WORK TO BE COMPLETED: In the entries that follow, find each line with the word "links" and copy it.

PROVIDED MATERIAL:
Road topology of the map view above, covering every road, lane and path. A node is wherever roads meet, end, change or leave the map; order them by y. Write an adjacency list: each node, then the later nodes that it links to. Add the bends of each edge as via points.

* * *

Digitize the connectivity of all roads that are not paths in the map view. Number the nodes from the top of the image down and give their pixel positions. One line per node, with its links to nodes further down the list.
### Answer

EXERCISE RESPONSE:
Road topology of the map view above, covering every road, lane and path. A node is wherever roads meet, end, change or leave the map; order them by y. Write an adjacency list: each node, then the later nodes that it links to. Add the bends of each edge as via points.
Digitize the connectivity of all roads that are not paths in the map view. Number the nodes from the top of the image down and give their pixel positions. One line per node, with its links to nodes further down the list.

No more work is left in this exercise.